_WHAT IS NEEDED_: Work out how many lines of this material hold the word "Hogan". Write only that number.

[EXTRACTED ENTRIES Boundary: Start]

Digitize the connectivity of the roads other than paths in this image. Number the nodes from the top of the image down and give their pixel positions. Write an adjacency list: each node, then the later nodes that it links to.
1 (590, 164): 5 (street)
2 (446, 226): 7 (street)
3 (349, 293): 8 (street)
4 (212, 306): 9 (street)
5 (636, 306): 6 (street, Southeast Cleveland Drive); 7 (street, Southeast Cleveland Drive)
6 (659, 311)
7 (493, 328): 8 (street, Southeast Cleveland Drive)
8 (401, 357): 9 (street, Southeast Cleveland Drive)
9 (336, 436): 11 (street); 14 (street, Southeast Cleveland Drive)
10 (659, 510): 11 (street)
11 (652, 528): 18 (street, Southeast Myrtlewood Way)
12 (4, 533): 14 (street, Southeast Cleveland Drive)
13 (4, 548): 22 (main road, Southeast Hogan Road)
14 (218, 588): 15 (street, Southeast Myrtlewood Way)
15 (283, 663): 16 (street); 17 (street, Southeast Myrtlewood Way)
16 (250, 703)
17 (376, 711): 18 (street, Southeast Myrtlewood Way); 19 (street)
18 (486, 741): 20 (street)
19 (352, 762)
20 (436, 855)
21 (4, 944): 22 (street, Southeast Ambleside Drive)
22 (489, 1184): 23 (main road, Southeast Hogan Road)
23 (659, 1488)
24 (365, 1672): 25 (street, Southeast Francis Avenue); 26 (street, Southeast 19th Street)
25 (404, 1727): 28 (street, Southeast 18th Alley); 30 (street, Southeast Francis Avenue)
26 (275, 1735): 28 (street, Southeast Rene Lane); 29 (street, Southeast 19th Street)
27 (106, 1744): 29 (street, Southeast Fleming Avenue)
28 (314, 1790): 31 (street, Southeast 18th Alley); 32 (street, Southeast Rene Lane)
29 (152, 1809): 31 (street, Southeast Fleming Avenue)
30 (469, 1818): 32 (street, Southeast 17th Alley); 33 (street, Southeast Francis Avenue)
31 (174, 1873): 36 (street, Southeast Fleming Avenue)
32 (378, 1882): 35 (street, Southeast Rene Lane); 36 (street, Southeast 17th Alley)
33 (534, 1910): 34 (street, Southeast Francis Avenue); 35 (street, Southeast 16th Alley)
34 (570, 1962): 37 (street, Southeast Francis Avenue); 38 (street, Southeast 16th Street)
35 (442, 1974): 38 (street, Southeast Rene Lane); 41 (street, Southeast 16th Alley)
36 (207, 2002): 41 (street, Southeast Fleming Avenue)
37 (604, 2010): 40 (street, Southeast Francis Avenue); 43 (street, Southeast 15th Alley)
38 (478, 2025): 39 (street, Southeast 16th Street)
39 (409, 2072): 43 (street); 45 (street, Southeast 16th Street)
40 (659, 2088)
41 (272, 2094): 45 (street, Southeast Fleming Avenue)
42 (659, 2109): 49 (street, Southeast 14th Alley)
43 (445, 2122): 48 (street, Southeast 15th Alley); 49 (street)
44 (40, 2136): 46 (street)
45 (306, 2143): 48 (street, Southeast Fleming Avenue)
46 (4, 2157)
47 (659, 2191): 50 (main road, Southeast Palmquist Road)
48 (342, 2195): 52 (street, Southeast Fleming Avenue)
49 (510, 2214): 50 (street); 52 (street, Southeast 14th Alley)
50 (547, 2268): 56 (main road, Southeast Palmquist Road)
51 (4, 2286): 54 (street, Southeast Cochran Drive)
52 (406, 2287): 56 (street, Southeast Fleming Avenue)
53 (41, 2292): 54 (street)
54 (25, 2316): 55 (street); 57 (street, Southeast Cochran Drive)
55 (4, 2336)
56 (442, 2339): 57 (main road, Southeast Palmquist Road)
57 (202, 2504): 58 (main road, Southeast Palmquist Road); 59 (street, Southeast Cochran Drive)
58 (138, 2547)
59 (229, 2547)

[EXTRACTED ENTRIES Boundary: End]

_TASK RESPONSE_: 2